> [Collected data entries]

.....

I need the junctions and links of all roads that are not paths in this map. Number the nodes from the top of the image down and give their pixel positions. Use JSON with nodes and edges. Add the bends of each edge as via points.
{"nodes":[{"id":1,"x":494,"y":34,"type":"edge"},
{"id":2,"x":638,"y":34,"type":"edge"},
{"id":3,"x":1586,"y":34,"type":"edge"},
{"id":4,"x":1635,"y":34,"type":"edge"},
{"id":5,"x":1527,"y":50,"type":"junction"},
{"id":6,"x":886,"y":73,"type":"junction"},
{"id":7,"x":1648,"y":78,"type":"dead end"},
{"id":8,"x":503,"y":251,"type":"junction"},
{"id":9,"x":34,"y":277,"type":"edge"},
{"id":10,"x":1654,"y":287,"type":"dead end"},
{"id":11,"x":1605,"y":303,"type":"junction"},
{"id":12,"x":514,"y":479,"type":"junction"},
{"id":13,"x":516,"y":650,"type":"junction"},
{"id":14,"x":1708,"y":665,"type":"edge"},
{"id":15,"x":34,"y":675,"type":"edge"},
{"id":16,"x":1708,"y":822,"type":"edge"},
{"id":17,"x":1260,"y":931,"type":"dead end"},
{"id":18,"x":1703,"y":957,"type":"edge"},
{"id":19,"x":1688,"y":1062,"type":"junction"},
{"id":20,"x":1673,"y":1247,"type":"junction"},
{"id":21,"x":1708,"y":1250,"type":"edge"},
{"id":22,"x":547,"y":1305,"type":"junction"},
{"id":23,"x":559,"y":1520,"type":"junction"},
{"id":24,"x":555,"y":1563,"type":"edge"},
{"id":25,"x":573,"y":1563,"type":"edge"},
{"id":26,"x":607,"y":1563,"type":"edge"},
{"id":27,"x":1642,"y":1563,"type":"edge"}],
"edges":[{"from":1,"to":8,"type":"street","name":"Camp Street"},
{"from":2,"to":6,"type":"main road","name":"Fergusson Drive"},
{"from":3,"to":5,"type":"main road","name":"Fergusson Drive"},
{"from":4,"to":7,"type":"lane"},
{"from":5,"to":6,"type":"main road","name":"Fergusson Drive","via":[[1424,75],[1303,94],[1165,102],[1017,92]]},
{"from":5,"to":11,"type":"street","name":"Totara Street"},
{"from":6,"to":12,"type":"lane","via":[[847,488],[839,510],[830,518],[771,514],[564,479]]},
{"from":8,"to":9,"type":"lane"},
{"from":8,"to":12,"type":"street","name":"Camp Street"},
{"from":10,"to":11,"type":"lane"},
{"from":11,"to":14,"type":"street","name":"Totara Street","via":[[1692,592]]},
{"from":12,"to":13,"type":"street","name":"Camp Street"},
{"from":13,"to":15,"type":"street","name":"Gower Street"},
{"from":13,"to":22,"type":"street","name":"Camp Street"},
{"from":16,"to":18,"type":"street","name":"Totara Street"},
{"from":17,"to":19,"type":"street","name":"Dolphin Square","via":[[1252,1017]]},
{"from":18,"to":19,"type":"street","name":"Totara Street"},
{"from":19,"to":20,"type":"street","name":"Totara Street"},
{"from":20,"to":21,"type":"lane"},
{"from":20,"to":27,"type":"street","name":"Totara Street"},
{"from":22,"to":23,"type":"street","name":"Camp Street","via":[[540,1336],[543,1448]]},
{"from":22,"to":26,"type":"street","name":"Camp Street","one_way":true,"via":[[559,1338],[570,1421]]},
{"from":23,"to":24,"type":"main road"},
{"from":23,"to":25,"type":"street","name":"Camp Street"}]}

.....

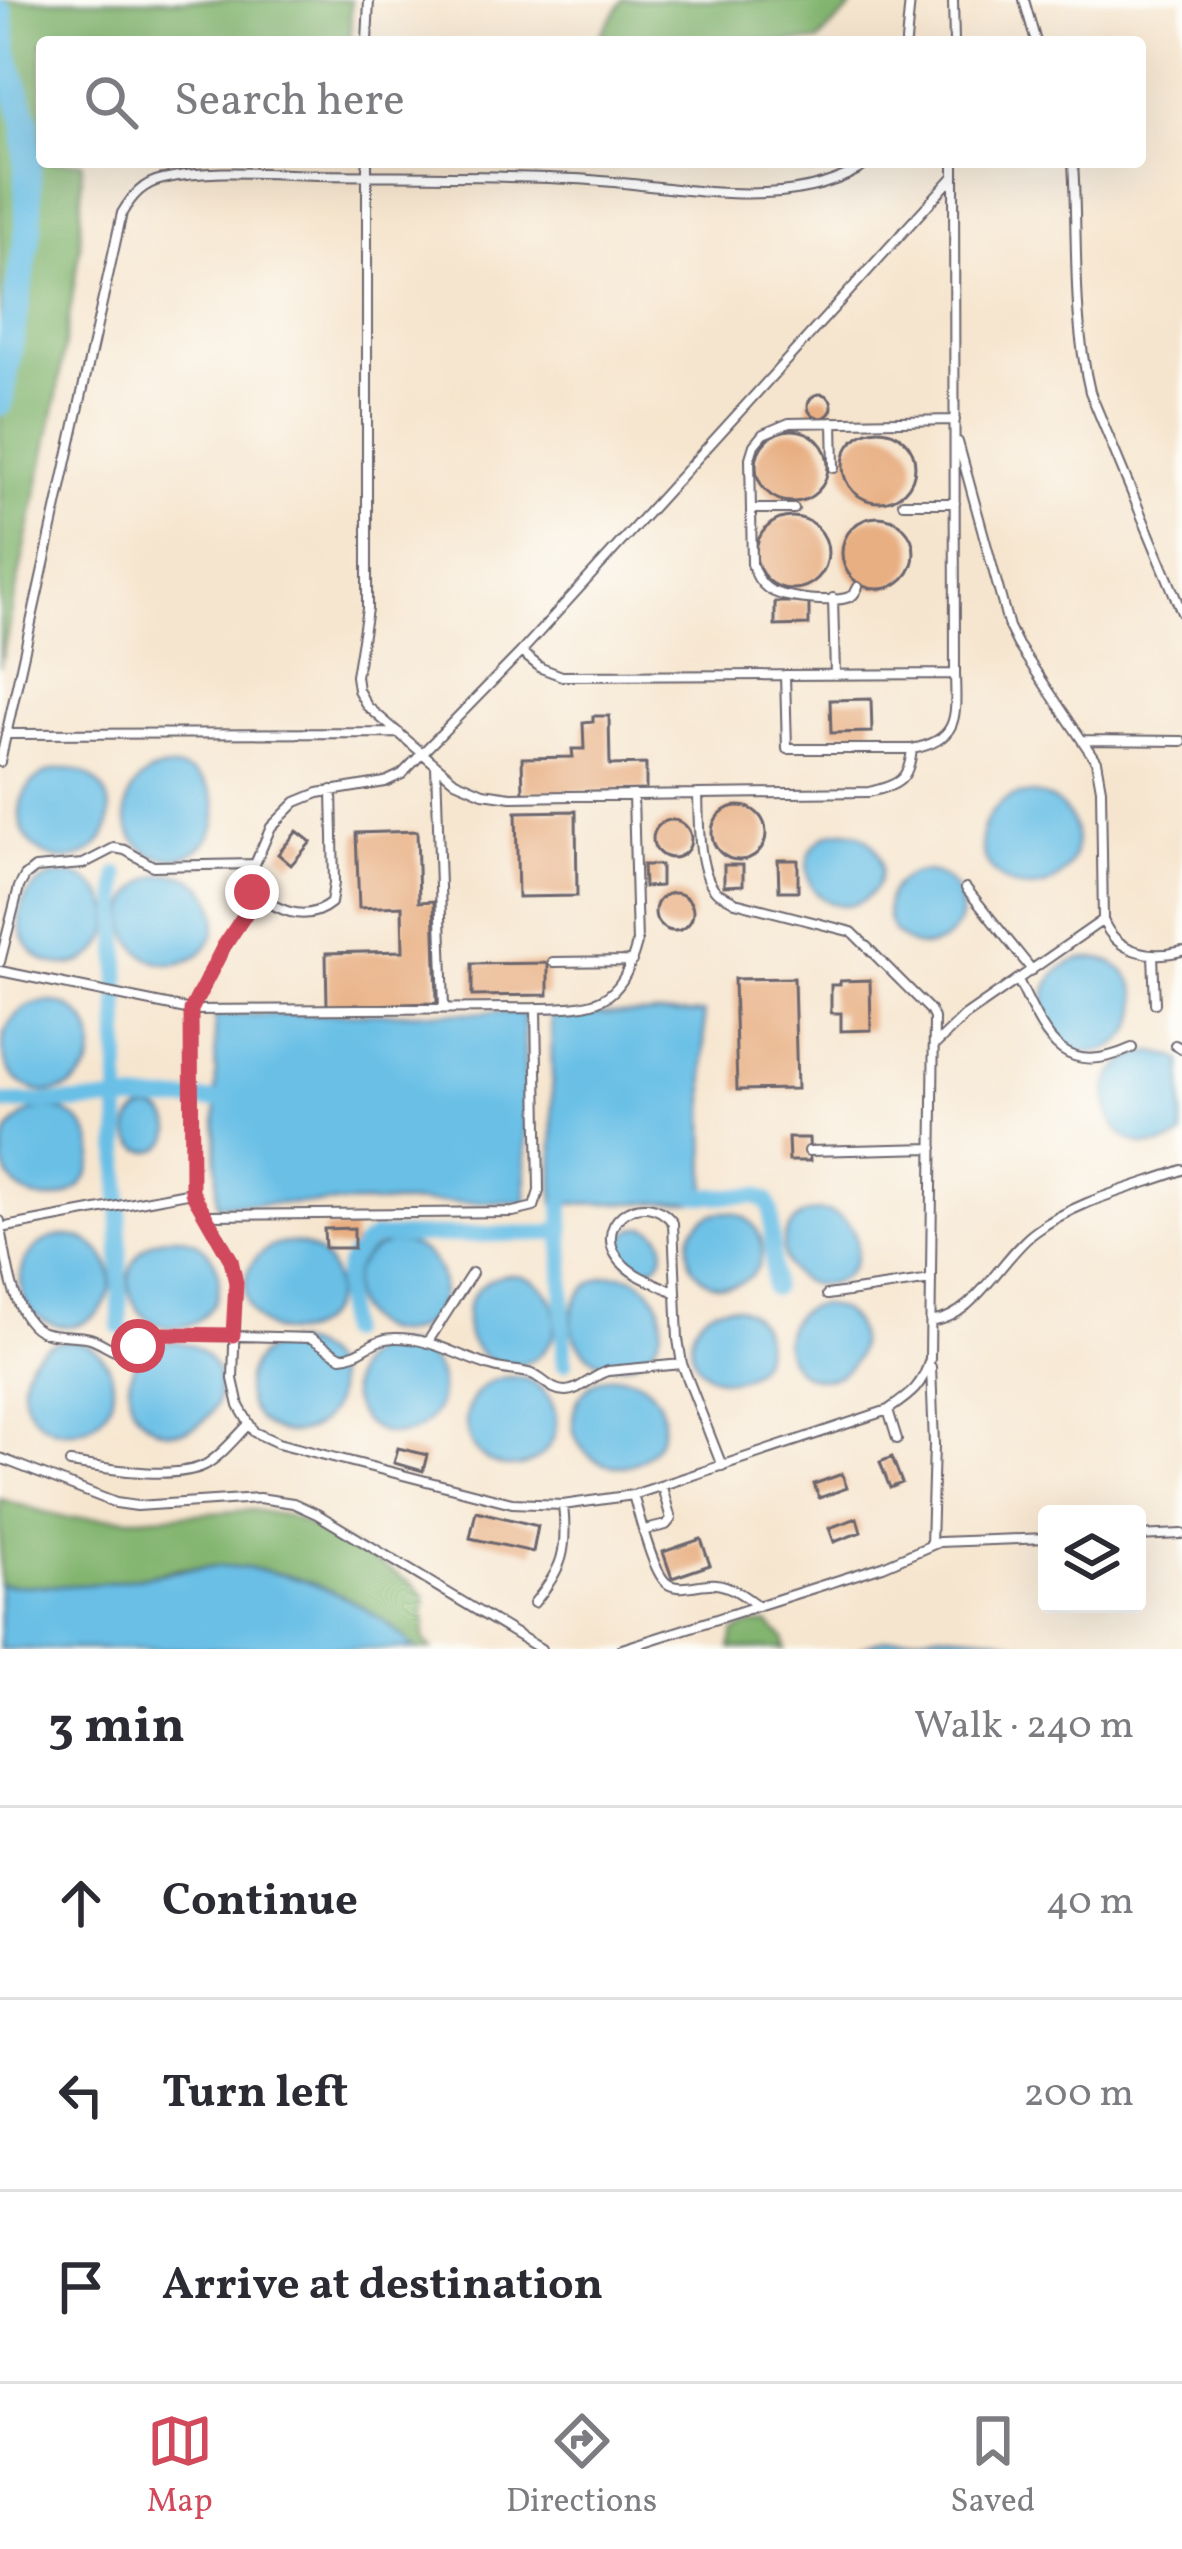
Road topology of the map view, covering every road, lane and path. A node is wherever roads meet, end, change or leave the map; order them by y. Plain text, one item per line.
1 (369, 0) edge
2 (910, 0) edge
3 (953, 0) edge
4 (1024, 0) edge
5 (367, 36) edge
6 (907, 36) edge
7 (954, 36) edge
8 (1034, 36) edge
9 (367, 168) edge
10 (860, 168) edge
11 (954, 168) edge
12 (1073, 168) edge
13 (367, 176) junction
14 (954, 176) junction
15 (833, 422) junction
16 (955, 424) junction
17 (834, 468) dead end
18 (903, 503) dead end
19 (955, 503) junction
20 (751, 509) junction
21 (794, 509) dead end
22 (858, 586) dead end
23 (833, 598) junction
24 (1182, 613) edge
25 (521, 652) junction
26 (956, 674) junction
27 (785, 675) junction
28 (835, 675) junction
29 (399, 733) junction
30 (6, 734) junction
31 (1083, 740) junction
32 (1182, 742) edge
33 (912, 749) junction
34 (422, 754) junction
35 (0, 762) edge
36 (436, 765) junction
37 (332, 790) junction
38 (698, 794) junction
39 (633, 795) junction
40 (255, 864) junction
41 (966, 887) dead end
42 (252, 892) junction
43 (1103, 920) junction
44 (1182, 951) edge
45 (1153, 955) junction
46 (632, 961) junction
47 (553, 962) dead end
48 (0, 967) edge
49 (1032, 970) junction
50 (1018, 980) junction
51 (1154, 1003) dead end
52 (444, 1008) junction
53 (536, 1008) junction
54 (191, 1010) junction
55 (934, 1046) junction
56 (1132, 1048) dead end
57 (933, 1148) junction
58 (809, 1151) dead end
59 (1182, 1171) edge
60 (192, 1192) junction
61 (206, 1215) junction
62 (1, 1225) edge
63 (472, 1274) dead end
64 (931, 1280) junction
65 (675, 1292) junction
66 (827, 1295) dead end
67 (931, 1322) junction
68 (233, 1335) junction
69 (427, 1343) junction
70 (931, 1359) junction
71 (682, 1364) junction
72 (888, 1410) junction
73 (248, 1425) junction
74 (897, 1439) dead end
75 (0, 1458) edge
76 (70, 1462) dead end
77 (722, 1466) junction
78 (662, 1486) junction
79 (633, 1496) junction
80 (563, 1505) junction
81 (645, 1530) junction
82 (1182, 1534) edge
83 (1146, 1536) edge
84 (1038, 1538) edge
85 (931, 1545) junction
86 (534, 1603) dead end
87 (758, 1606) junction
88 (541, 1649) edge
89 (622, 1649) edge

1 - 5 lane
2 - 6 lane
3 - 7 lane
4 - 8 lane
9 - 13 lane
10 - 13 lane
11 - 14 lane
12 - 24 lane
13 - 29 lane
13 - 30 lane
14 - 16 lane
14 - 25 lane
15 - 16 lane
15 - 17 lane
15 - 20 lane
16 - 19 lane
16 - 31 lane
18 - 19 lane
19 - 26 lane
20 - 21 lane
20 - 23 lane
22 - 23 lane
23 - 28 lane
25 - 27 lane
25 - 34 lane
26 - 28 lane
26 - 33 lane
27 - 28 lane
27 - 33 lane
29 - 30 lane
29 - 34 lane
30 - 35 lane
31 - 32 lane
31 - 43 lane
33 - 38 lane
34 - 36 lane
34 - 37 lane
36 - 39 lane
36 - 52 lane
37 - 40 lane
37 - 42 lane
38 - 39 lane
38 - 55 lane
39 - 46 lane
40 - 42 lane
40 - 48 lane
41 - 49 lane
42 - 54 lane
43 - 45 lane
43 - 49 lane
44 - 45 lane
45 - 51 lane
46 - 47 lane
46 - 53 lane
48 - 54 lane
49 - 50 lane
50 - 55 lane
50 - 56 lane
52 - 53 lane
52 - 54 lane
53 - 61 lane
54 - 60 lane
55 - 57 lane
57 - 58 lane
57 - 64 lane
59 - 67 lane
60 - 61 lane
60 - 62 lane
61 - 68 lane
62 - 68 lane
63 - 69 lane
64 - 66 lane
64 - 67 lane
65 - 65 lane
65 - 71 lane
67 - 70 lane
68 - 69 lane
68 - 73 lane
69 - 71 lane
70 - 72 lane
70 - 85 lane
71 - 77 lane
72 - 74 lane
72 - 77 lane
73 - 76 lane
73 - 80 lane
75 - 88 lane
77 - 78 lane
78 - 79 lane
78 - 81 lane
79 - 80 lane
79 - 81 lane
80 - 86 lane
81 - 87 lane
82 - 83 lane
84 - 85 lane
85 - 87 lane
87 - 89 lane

.....

> [Task objective] Only the lines that contain the string "nodes" should be copied from the entries above.

> [Solution]
I need the junctions and links of all roads that are not paths in this map. Number the nodes from the top of the image down and give their pixel positions. Use JSON with nodes and edges. Add the bends of each edge as via points.
{"nodes":[{"id":1,"x":494,"y":34,"type":"edge"},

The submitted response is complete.